A nightly ritual has emerged in my household since ზამთარი (zamtari/winter) set in: five hours before I go to bed, my host mom will remind me to turn on the space heater in my bedroom, as well as the electric blanket. Both are much needed. Despite the abundance of palms and sweltering summers, Upper Adjara is marked by frigid, wet, rainy, and snowy winters, at least further up into the highlands for the latter. This is the Lesser Caucasus Mountains, after all.
I’m from Upstate New York. I grew up in a place where cities competed for the coveted Golden Snowball Award, competing to see which city could be dubbed the snowiest (and it seems that this winter, per the folks back home, is arguably the harshest in roughly a decade). But I also grew up in a household that had insulation in the walls, where the furnace reached every room. Like many things, it’s a bit different here: insulation isn’t exactly commonplace, for example (I’m pretty sure my bedroom is wallpaper, then cinder block, then the outdoors). Traditionally, Georgian families would spend winter nights in a common area gathered around a ფეჩი (pechi/wood stove), but gas has made its way to the more rural locales of the country in recent years. My home only received a gas line about a month prior to my arrival, thereby relegating our ფეჩი to the basement. However, our heater wasn’t able to be installed until late autumn, which meant turning to our fireplace in the meantime.
While the heater gets very warm, it only has the range to really heat the living room. Some residual heat makes its way to the kitchen and two of the bedrooms, but not mine. Why, you might ask? Well, most of the house has been renovated, which means the installation of new windows. Most of the house, except for my room. Don’t take this for complaining: I like my room a lot, and I have the best view in the entire house. But I also have windows that are wooden-framed and…don’t exactly latch. They partially do, but they also leave a noticeable gap that results in my bedroom being at least 25 degrees colder than the rest of the house. Enter three heavy wool blankets, a space heater, and an electric blanket to boot. And even then, even with the donning of a hoodie or jacket on top of two layers of shirts…it’s still cold. Such is winter in Sakartvelo.
The rest of late autumn/early winter looked like this (incoming list of bullet points, and a deluge of photos from this period):
Headed to Racha-Lechkhumi to hike Tskhrajvari Mountain (literally Nine Crosses Mountain; can confirm there are nine crosses at the summit).
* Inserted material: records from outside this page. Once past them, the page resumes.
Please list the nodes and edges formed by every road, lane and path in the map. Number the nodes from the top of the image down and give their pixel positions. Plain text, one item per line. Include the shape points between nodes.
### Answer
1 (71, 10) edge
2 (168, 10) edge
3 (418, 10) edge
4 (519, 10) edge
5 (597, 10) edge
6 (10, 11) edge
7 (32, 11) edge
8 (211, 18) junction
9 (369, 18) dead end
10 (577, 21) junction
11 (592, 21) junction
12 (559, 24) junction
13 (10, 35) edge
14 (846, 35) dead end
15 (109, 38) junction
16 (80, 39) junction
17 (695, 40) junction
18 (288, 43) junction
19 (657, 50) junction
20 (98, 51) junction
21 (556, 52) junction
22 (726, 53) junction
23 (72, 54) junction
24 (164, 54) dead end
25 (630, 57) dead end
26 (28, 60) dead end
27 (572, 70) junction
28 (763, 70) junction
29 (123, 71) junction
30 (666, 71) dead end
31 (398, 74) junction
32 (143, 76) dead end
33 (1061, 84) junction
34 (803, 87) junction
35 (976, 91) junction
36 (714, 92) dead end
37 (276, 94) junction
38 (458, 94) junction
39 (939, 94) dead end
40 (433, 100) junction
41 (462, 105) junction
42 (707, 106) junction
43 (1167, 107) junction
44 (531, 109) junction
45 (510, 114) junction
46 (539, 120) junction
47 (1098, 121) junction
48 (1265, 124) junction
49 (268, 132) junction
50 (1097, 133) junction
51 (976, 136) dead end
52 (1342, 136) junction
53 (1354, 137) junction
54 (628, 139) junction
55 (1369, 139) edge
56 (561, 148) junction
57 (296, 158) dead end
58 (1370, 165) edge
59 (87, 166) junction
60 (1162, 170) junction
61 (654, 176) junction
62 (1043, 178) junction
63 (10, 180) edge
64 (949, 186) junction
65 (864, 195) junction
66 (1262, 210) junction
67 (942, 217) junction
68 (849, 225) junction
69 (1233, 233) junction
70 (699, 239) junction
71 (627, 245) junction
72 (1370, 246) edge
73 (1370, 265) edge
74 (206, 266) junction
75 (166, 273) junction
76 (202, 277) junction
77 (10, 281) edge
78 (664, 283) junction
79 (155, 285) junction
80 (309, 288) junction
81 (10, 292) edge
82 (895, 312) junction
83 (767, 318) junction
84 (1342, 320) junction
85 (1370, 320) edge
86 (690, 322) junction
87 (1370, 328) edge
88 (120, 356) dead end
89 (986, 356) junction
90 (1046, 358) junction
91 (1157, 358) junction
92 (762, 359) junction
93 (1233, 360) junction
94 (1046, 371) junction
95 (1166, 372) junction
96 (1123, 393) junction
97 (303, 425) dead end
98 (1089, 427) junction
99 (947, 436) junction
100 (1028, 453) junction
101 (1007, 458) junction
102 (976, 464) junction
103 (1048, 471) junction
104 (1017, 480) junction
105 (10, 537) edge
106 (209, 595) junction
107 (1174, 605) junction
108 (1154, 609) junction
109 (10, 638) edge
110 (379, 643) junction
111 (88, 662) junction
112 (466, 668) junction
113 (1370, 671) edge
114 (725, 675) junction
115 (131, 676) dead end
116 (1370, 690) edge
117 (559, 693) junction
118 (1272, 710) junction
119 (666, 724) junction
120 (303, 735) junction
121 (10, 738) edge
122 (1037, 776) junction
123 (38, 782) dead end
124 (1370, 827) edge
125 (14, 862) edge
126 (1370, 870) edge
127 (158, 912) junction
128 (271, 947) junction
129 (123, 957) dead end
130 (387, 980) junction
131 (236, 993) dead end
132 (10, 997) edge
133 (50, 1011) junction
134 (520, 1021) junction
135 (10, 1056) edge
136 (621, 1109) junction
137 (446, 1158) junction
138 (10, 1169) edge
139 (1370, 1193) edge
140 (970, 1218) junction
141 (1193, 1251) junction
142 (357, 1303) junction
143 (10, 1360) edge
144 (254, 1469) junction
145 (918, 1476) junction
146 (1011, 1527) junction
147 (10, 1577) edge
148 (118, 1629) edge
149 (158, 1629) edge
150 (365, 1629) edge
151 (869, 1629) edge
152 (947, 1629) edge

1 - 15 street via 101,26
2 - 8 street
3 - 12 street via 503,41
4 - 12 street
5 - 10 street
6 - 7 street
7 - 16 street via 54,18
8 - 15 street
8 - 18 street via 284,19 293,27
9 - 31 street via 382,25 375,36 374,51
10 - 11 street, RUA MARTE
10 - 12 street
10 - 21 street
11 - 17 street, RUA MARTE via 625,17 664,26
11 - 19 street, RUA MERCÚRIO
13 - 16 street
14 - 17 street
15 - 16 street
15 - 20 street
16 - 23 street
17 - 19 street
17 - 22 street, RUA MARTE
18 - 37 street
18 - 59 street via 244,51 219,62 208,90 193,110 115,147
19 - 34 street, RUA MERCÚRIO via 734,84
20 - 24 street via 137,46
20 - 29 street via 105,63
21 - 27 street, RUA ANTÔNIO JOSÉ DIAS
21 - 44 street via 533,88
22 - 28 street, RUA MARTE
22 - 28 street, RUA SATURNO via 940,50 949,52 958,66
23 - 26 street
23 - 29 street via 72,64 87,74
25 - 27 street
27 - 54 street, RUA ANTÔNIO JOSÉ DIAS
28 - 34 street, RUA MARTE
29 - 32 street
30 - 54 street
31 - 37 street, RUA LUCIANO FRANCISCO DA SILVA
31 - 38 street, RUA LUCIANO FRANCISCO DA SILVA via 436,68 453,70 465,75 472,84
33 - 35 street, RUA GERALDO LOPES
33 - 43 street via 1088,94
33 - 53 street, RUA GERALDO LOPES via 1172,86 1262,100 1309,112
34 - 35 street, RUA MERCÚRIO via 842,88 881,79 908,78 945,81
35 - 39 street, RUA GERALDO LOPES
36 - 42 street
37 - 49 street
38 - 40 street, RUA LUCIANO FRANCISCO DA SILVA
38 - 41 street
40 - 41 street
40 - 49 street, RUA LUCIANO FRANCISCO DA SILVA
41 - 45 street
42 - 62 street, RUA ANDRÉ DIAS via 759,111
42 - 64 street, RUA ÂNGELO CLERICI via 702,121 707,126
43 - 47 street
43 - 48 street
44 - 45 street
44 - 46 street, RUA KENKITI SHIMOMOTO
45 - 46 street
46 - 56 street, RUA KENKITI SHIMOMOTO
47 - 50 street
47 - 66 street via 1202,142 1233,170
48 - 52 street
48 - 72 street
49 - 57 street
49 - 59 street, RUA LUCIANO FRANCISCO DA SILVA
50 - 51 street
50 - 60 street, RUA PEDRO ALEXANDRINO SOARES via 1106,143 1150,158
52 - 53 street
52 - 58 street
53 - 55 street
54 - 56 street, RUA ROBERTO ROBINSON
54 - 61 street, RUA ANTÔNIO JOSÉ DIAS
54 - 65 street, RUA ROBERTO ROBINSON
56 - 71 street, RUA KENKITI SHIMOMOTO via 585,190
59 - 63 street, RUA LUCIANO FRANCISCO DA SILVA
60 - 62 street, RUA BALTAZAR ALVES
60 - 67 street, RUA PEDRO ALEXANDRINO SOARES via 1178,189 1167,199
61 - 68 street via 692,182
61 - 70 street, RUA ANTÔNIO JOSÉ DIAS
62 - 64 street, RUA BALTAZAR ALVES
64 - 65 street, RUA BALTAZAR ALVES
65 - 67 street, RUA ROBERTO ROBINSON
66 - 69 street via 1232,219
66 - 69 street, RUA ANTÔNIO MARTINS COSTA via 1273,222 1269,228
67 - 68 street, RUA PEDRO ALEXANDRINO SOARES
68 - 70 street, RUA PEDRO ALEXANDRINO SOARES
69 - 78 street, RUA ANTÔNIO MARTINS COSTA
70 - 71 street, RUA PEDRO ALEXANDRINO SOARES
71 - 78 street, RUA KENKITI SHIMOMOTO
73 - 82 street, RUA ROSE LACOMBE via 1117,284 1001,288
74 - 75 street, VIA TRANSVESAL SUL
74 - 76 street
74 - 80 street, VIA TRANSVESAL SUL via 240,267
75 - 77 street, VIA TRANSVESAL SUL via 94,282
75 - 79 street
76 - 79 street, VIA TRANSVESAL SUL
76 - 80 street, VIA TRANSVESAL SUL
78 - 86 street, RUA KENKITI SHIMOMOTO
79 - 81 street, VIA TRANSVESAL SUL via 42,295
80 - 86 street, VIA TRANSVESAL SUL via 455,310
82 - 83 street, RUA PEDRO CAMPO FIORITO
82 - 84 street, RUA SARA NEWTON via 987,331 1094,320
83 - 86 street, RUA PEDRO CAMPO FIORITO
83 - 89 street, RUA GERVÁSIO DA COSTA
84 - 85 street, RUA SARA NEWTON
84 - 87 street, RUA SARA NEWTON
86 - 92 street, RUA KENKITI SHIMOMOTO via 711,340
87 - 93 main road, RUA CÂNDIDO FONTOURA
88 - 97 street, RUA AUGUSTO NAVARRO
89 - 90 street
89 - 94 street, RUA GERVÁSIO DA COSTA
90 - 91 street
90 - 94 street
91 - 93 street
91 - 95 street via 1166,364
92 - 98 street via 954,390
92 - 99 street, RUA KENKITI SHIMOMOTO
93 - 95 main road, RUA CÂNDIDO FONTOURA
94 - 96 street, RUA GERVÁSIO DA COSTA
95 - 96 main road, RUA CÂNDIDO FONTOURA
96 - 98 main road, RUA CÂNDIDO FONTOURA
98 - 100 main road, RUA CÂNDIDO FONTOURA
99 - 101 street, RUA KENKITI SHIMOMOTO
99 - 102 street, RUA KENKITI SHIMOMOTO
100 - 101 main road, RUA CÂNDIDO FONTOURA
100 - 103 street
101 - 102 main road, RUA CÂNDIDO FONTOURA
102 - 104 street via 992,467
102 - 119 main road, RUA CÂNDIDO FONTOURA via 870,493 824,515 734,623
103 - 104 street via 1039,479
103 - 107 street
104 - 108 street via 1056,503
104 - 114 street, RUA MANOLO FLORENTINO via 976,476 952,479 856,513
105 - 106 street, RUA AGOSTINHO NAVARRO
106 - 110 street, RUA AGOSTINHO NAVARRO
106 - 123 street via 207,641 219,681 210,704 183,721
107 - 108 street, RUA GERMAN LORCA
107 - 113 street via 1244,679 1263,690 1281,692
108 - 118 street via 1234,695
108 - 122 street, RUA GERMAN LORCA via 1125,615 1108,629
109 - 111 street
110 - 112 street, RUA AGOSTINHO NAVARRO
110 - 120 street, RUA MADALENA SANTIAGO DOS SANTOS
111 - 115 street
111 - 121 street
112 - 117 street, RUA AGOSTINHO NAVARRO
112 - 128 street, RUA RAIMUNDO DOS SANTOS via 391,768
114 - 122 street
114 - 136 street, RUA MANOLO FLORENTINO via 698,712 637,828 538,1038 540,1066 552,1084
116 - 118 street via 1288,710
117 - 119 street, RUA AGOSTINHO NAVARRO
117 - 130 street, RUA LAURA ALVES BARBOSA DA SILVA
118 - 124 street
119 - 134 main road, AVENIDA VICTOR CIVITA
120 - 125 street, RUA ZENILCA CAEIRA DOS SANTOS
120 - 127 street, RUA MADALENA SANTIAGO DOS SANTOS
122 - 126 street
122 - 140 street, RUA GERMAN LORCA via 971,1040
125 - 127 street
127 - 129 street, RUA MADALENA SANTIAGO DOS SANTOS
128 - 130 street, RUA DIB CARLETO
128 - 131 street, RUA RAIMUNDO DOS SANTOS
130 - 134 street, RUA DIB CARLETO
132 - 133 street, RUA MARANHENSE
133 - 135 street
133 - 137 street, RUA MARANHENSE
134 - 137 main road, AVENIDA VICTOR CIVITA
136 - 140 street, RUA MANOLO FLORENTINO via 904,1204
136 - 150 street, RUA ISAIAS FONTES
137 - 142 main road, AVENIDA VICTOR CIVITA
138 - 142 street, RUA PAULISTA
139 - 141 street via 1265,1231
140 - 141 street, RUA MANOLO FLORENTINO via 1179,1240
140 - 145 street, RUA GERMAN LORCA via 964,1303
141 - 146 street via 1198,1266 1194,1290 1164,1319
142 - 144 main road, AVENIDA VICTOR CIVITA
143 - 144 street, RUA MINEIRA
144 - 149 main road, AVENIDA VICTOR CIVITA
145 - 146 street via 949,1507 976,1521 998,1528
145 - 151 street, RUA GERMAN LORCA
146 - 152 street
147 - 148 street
Discovered that hiking a mountain in the midst of snow, rain, and sleet is physically, mentally, and spiritually difficult: even more so when you learn that there are stairs that go to the summit, and we took the treacherous, mud-laden footpath that only the most devoted pilgrims utilize (RIP Hokas).
Visited Nikortsminda Cathedral, the Sairme Pillars, learned that Ambrolauri of all places has surprisingly good pizza, and enjoyed the taste of fine Rachuli vintage.
Had a photo shoot with my boss in one of the mountain villages when we visited our school’s one-room annex for teacher’s day celebrations.
Had even more photos taken with my boss and the wonderful team of educators that make up our school at the annual municipal teacher’s day ceremony (shout-out to my counterpart Natia for winning an award!)
Showed my students It’s the Great Pumpkin, Charlie Brown no less than 15 times. They were big fans of the special, particularly the “I got a rock” scene, but Snoopy’s conflict with Manfred von Richthofen was largely lost on them.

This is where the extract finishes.